Последняя иллюзия | страница 97
Эх, мне бы хоть один артефактик, пусть и самый захудалый, чтобы проверить, правильно ли я все делаю или ерундой страдаю.
С этими мыслями я отложила блокнот, встала с кровати и пошла умываться перед отходом ко сну. Но почистить зубы нормально не удалось, стоило взять в руки щетку, как пальцы аж зазудели от жара, исходящего от нее. От неожиданности я отбросила ее в сторону и уставилась, как на гадюку.
Это что сейчас было?
Никогда прежде ничего подобного не происходило. Еще раз взяв щетку в руки, я совершенно точно убедилась – теплая. Безумие какое-то.
Ну не могла быть обычная зубная щетка артефактом. Просто я переутомилась, вот и чудится всякое.
Ополоснув лицо холодной водой, посмотрела на себя в зеркало. Отражение порадовало уставшим лицом и немного всклокоченными волосами. Решив, что лучше причесаться перед сном и заплести пряди в косу, тем более это занятие всегда меня успокаивало, потянулась за расческой. Моя рука замерла в двух сантиметрах от деревянной ручки: в отличие от щетки от нее шел совсем ощутимый жар.
Быть не может!
Я бросилась обратно в комнату к книге и принялась перечитывать статью. Может, я что-то сделала не так, ведь настройку на упражнение давно потеряла, и теперь меня преследуют галлюцинации.
Лишь приписка, что у очень сильных артефактов случаются спонтанные всплески такой вот способности, убедила меня: возможно, происходящее не шутка сознания.
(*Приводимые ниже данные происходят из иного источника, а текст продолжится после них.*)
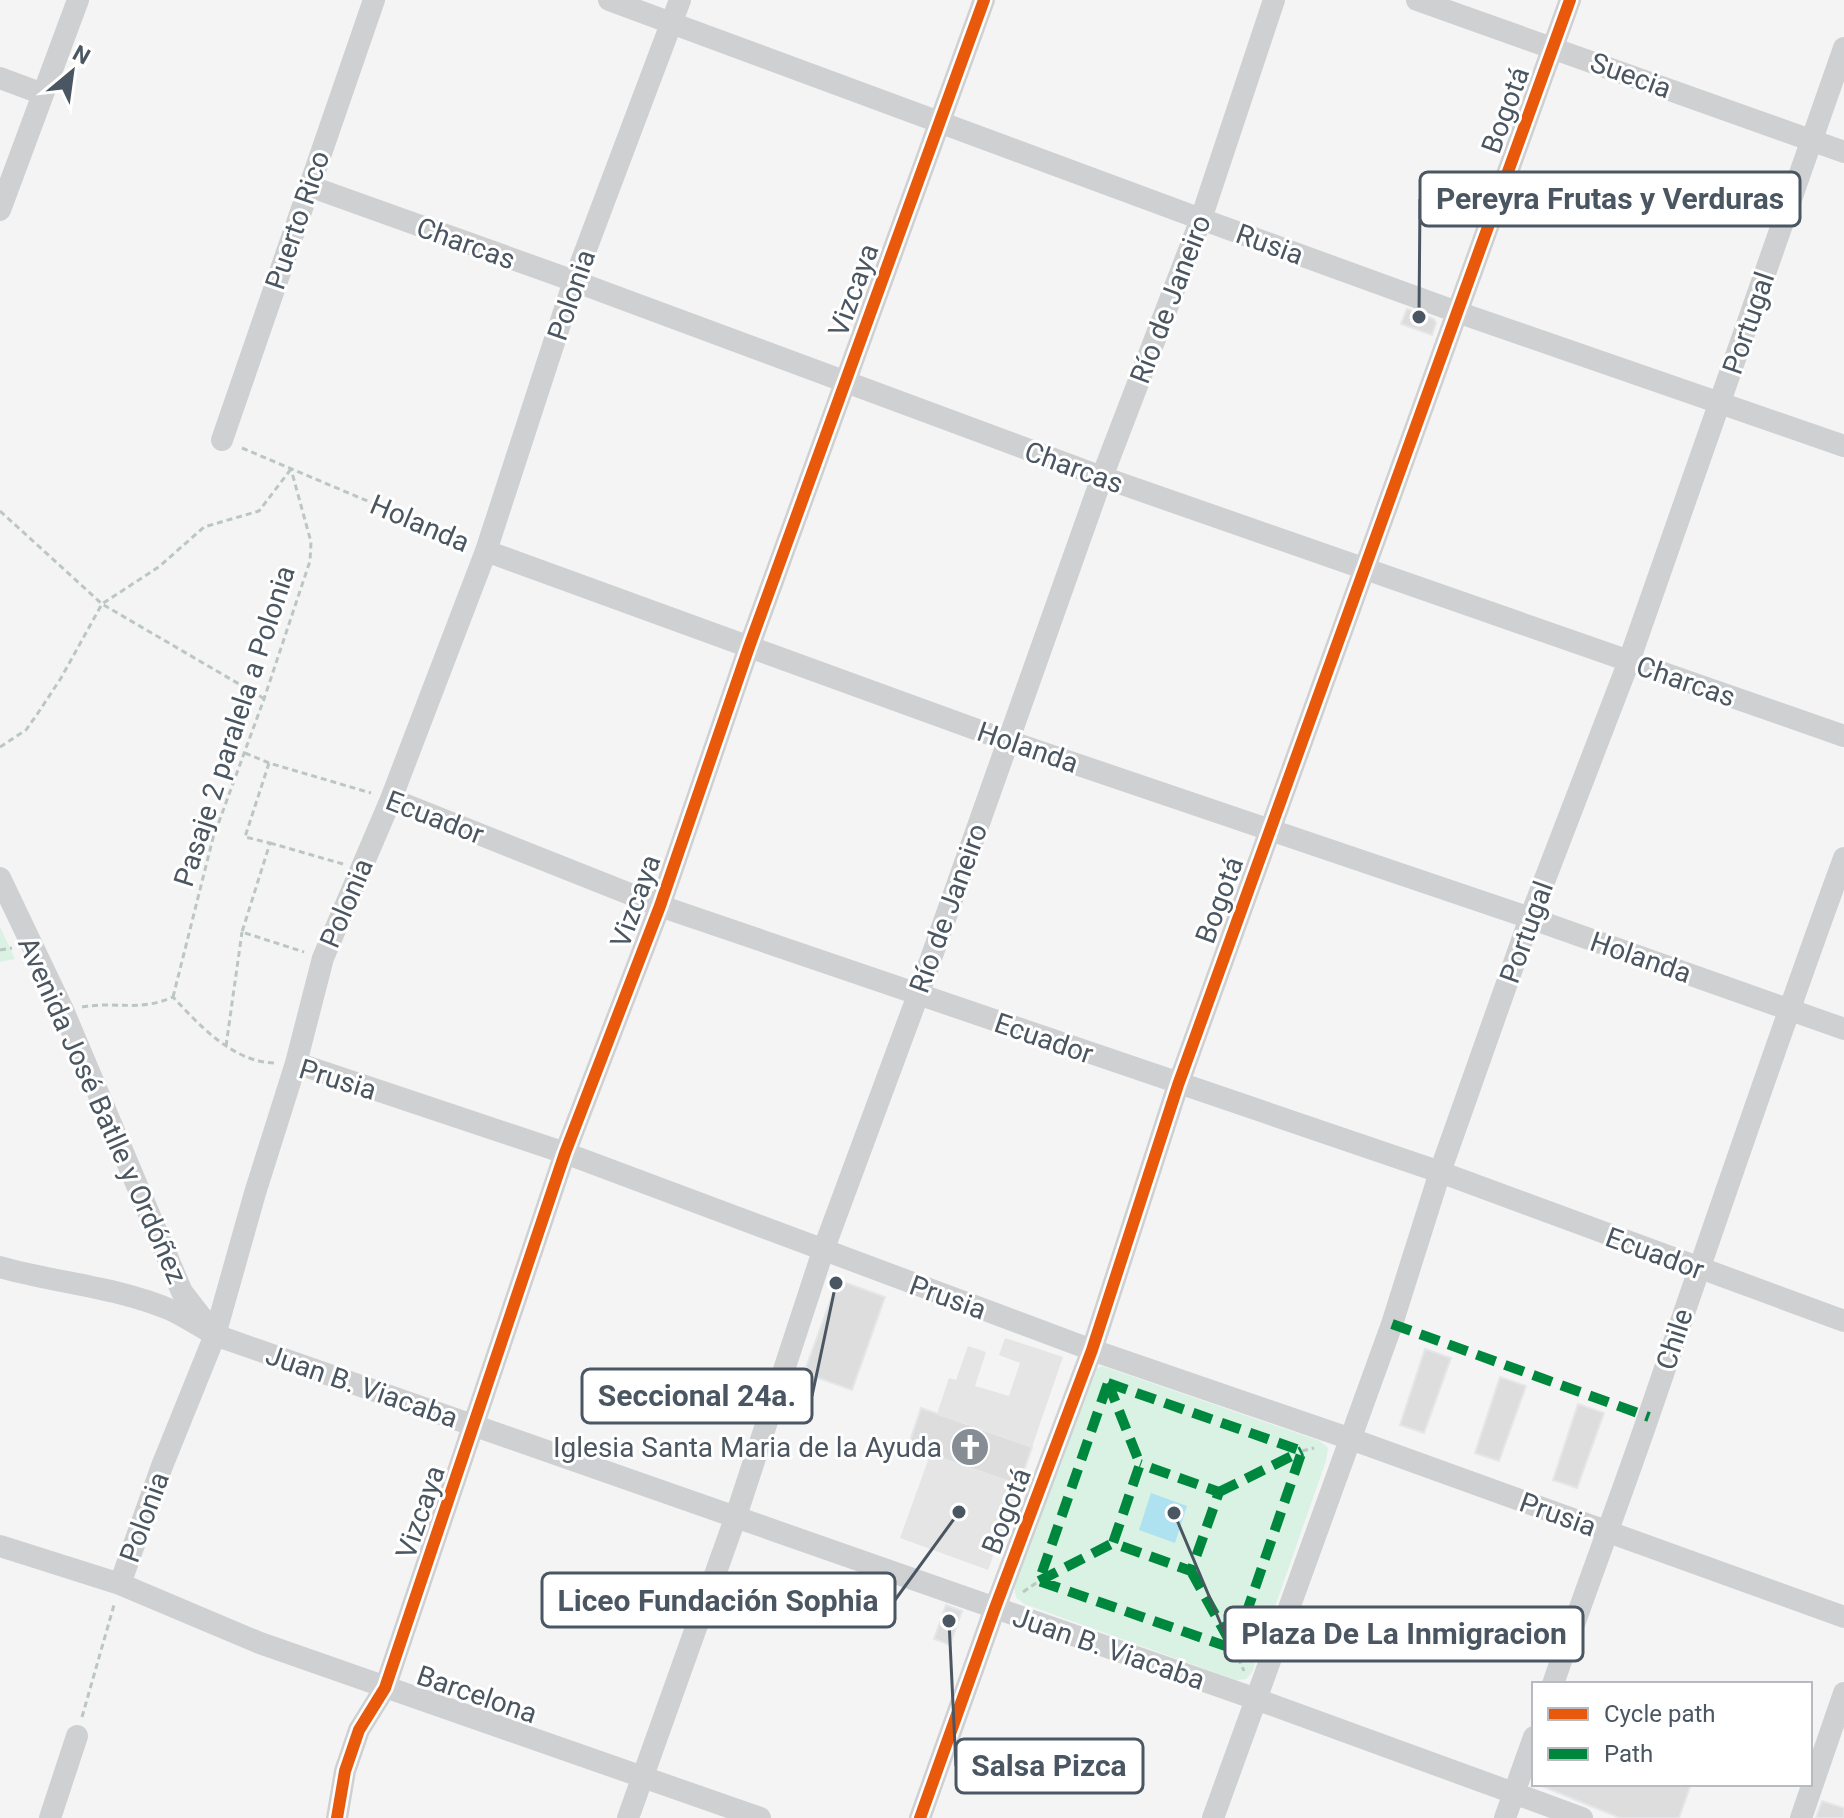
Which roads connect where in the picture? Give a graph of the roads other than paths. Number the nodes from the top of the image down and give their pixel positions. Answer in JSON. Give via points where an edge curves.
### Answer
{"nodes":[{"id":1,"x":78,"y":0,"type":"edge"},
{"id":2,"x":374,"y":0,"type":"edge"},
{"id":3,"x":609,"y":0,"type":"edge"},
{"id":4,"x":680,"y":0,"type":"edge"},
{"id":5,"x":984,"y":0,"type":"edge"},
{"id":6,"x":1274,"y":0,"type":"edge"},
{"id":7,"x":1417,"y":0,"type":"edge"},
{"id":8,"x":1570,"y":0,"type":"edge"},
{"id":9,"x":672,"y":23,"type":"junction"},
{"id":10,"x":1554,"y":47,"type":"junction"},
{"id":11,"x":1844,"y":48,"type":"edge"},
{"id":12,"x":0,"y":78,"type":"edge"},
{"id":13,"x":43,"y":94,"type":"junction"},
{"id":14,"x":940,"y":125,"type":"junction"},
{"id":15,"x":1812,"y":141,"type":"junction"},
{"id":16,"x":1844,"y":152,"type":"edge"},
{"id":17,"x":309,"y":186,"type":"junction"},
{"id":18,"x":0,"y":210,"type":"edge"},
{"id":19,"x":1201,"y":219,"type":"junction"},
{"id":20,"x":574,"y":281,"type":"junction"},
{"id":21,"x":1457,"y":312,"type":"junction"},
{"id":22,"x":845,"y":381,"type":"junction"},
{"id":23,"x":1720,"y":403,"type":"junction"},
{"id":24,"x":222,"y":440,"type":"road end"},
{"id":25,"x":1844,"y":446,"type":"edge"},
{"id":26,"x":1102,"y":477,"type":"junction"},
{"id":27,"x":486,"y":551,"type":"junction"},
{"id":28,"x":1363,"y":569,"type":"junction"},
{"id":29,"x":749,"y":647,"type":"junction"},
{"id":30,"x":1629,"y":661,"type":"junction"},
{"id":31,"x":1844,"y":736,"type":"edge"},
{"id":32,"x":1008,"y":741,"type":"junction"},
{"id":33,"x":391,"y":799,"type":"junction"},
{"id":34,"x":1270,"y":829,"type":"junction"},
{"id":35,"x":1844,"y":858,"type":"edge"},
{"id":36,"x":0,"y":878,"type":"edge"},
{"id":37,"x":660,"y":906,"type":"junction"},
{"id":38,"x":1530,"y":918,"type":"junction"},
{"id":39,"x":918,"y":995,"type":"junction"},
{"id":40,"x":1788,"y":1009,"type":"junction"},
{"id":41,"x":1844,"y":1029,"type":"edge"},
{"id":42,"x":296,"y":1063,"type":"junction"},
{"id":43,"x":1178,"y":1085,"type":"junction"},
{"id":44,"x":565,"y":1153,"type":"junction"},
{"id":45,"x":1440,"y":1172,"type":"junction"},
{"id":46,"x":823,"y":1251,"type":"junction"},
{"id":47,"x":0,"y":1267,"type":"edge"},
{"id":48,"x":1697,"y":1269,"type":"junction"},
{"id":49,"x":1844,"y":1321,"type":"edge"},
{"id":50,"x":215,"y":1335,"type":"junction"},
{"id":51,"x":1092,"y":1350,"type":"junction"},
{"id":52,"x":475,"y":1425,"type":"junction"},
{"id":53,"x":1351,"y":1439,"type":"junction"},
{"id":54,"x":736,"y":1516,"type":"junction"},
{"id":55,"x":1606,"y":1532,"type":"junction"},
{"id":56,"x":0,"y":1546,"type":"edge"},
{"id":57,"x":120,"y":1584,"type":"junction"},
{"id":58,"x":995,"y":1608,"type":"junction"},
{"id":59,"x":1844,"y":1617,"type":"edge"},
{"id":60,"x":1554,"y":1682,"type":"edge"},
{"id":61,"x":385,"y":1688,"type":"junction"},
{"id":62,"x":1844,"y":1693,"type":"edge"},
{"id":63,"x":1256,"y":1699,"type":"junction"},
{"id":64,"x":77,"y":1736,"type":"road end"},
{"id":65,"x":1532,"y":1743,"type":"edge"},
{"id":66,"x":644,"y":1776,"type":"junction"},
{"id":67,"x":1514,"y":1794,"type":"junction"},
{"id":68,"x":50,"y":1818,"type":"edge"},
{"id":69,"x":337,"y":1818,"type":"edge"},
{"id":70,"x":628,"y":1818,"type":"edge"},
{"id":71,"x":760,"y":1818,"type":"edge"},
{"id":72,"x":920,"y":1818,"type":"edge"},
{"id":73,"x":1213,"y":1818,"type":"edge"},
{"id":74,"x":1505,"y":1818,"type":"edge"},
{"id":75,"x":1582,"y":1818,"type":"edge"},
{"id":76,"x":1801,"y":1818,"type":"edge"}],
"edges":[{"from":1,"to":13,"type":"street"},
{"from":2,"to":17,"type":"street","name":"Puerto Rico"},
{"from":3,"to":9,"type":"street","name":"Rusia"},
{"from":4,"to":9,"type":"street","name":"Polonia"},
{"from":5,"to":14,"type":"street","name":"Vizcaya"},
{"from":6,"to":19,"type":"street","name":"Río de Janeiro"},
{"from":7,"to":10,"type":"street","name":"Suecia"},
{"from":8,"to":10,"type":"street","name":"Bogotá"},
{"from":9,"to":14,"type":"street","name":"Rusia"},
{"from":9,"to":20,"type":"street","name":"Polonia"},
{"from":10,"to":15,"type":"street","name":"Suecia"},
{"from":10,"to":21,"type":"street","name":"Bogotá"},
{"from":11,"to":15,"type":"street","name":"Portugal"},
{"from":12,"to":13,"type":"street"},
{"from":13,"to":18,"type":"street"},
{"from":14,"to":19,"type":"street","name":"Rusia"},
{"from":14,"to":22,"type":"street","name":"Vizcaya"},
{"from":15,"to":16,"type":"street","name":"Suecia"},
{"from":15,"to":23,"type":"street","name":"Portugal"},
{"from":17,"to":20,"type":"street","name":"Charcas"},
{"from":17,"to":24,"type":"street","name":"Puerto Rico"},
{"from":19,"to":21,"type":"street","name":"Rusia"},
{"from":19,"to":26,"type":"street","name":"Río de Janeiro"},
{"from":20,"to":22,"type":"street","name":"Charcas"},
{"from":20,"to":27,"type":"street","name":"Polonia"},
{"from":21,"to":23,"type":"street","name":"Rusia"},
{"from":21,"to":28,"type":"street","name":"Bogotá"},
{"from":22,"to":26,"type":"street","name":"Charcas"},
{"from":22,"to":29,"type":"street","name":"Vizcaya"},
{"from":23,"to":25,"type":"street","name":"Rusia"},
{"from":23,"to":30,"type":"street","name":"Portugal"},
{"from":26,"to":28,"type":"street","name":"Charcas"},
{"from":26,"to":32,"type":"street","name":"Río de Janeiro"},
{"from":27,"to":29,"type":"street","name":"Holanda"},
{"from":27,"to":33,"type":"street","name":"Polonia"},
{"from":28,"to":30,"type":"street","name":"Charcas"},
{"from":28,"to":34,"type":"street","name":"Bogotá"},
{"from":29,"to":32,"type":"street","name":"Holanda"},
{"from":29,"to":37,"type":"street","name":"Vizcaya"},
{"from":30,"to":31,"type":"street","name":"Charcas"},
{"from":30,"to":38,"type":"street","name":"Portugal"},
{"from":32,"to":34,"type":"street","name":"Holanda"},
{"from":32,"to":39,"type":"street","name":"Río de Janeiro"},
{"from":33,"to":37,"type":"street","name":"Ecuador"},
{"from":33,"to":42,"type":"street","name":"Polonia","via":[[323,958]]},
{"from":34,"to":38,"type":"street","name":"Holanda"},
{"from":34,"to":43,"type":"street","name":"Bogotá"},
{"from":35,"to":40,"type":"street","name":"Chile"},
{"from":36,"to":50,"type":"street","name":"Avenida José Batlle y Ordóñez","via":[[63,1010],[182,1292]]},
{"from":37,"to":39,"type":"street","name":"Ecuador"},
{"from":37,"to":44,"type":"street","name":"Vizcaya"},
{"from":38,"to":40,"type":"street","name":"Holanda"},
{"from":38,"to":45,"type":"street","name":"Portugal"},
{"from":39,"to":43,"type":"street","name":"Ecuador"},
{"from":39,"to":46,"type":"street","name":"Río de Janeiro"},
{"from":40,"to":41,"type":"street","name":"Holanda"},
{"from":40,"to":48,"type":"street","name":"Chile"},
{"from":42,"to":44,"type":"street","name":"Prusia"},
{"from":42,"to":50,"type":"street","name":"Polonia"},
{"from":43,"to":45,"type":"street","name":"Ecuador"},
{"from":43,"to":51,"type":"street","name":"Bogotá"},
{"from":44,"to":46,"type":"street","name":"Prusia"},
{"from":44,"to":52,"type":"street","name":"Vizcaya"},
{"from":45,"to":48,"type":"street","name":"Ecuador"},
{"from":45,"to":53,"type":"street","name":"Portugal"},
{"from":46,"to":51,"type":"street","name":"Prusia"},
{"from":46,"to":54,"type":"street","name":"Río de Janeiro"},
{"from":47,"to":50,"type":"street","name":"Juan B. Viacaba","via":[[97,1287],[171,1310]]},
{"from":48,"to":49,"type":"street","name":"Ecuador"},
{"from":48,"to":55,"type":"street","name":"Chile"},
{"from":50,"to":52,"type":"street","name":"Juan B. Viacaba"},
{"from":50,"to":57,"type":"street","name":"Polonia"},
{"from":51,"to":53,"type":"street","name":"Prusia"},
{"from":51,"to":58,"type":"street","name":"Bogotá"},
{"from":52,"to":54,"type":"street","name":"Juan B. Viacaba"},
{"from":52,"to":61,"type":"street","name":"Vizcaya"},
{"from":53,"to":55,"type":"street","name":"Prusia"},
{"from":53,"to":63,"type":"street","name":"Portugal"},
{"from":54,"to":58,"type":"street","name":"Juan B. Viacaba"},
{"from":54,"to":66,"type":"street","name":"Río de Janeiro"},
{"from":55,"to":59,"type":"street","name":"Prusia"},
{"from":55,"to":60,"type":"street","name":"Chile"},
{"from":56,"to":57,"type":"street","name":"Barcelona"},
{"from":57,"to":61,"type":"street","name":"Barcelona"},
{"from":58,"to":63,"type":"street","name":"Juan B. Viacaba"},
{"from":58,"to":72,"type":"street","name":"Bogotá"},
{"from":61,"to":66,"type":"street","name":"Barcelona"},
{"from":61,"to":69,"type":"street","name":"Vizcaya","via":[[359,1730]]},
{"from":62,"to":76,"type":"street"},
{"from":63,"to":67,"type":"street","name":"Juan B. Viacaba"},
{"from":63,"to":73,"type":"street","name":"Portugal"},
{"from":64,"to":68,"type":"street"},
{"from":65,"to":67,"type":"street"},
{"from":66,"to":70,"type":"street","name":"Río de Janeiro"},
{"from":66,"to":71,"type":"street","name":"Barcelona"},
{"from":67,"to":74,"type":"street"},
{"from":67,"to":75,"type":"street","name":"Juan B. Viacaba"}]}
И самое дурацкое, что обнаружить артефакт можно, а вот угадать, как именно он работает, фактически невозможно.
Теперь я носилась по квартире, хватала различные предметы, одни холодные ставила на место, теплые сваливала на середину кровати – косясь на каждый из них, словно на гранату.
Слова Герберта про бомбу в одно мгновение вдруг показались серьезными опасениями. Судя по увеличивающейся с каждой минутой куче, все эти годы я едва ли не жила в лавке Чудес, при этом абсолютно не зная, как и что работает.
Так, в суете я добралась до коробок, перевезенных еще со старой квартиры, где жила с родителями и сестрой. Причем тянуло меня исключительно к одной, и я знала, что в ней лежат вещи Тиффани.
Она всегда любила мягкие игрушки, могла часами лежать с ними на кровати, обнимая и гладя по плюшевой шерсти. Если грустно после школы или если весело после общения с подругами – они почти всегда были с ней, даже несмотря на возраст. Мама и папа снисходительно смотрели на эту блажь, хотя, казалось бы, сущее детство лелеять искусственных животных с поддельным блеском в глазах. Но Тиффи нравилось, и к двенадцати годам она сознательно называла свои игрушки коллекцией, а порой откладывала карманные деньги месяцами, чтобы купить особо дорогую игрушку. Или, наоборот, приобретала сущую дешевку за пару кредитов в ближайшем супермаркете.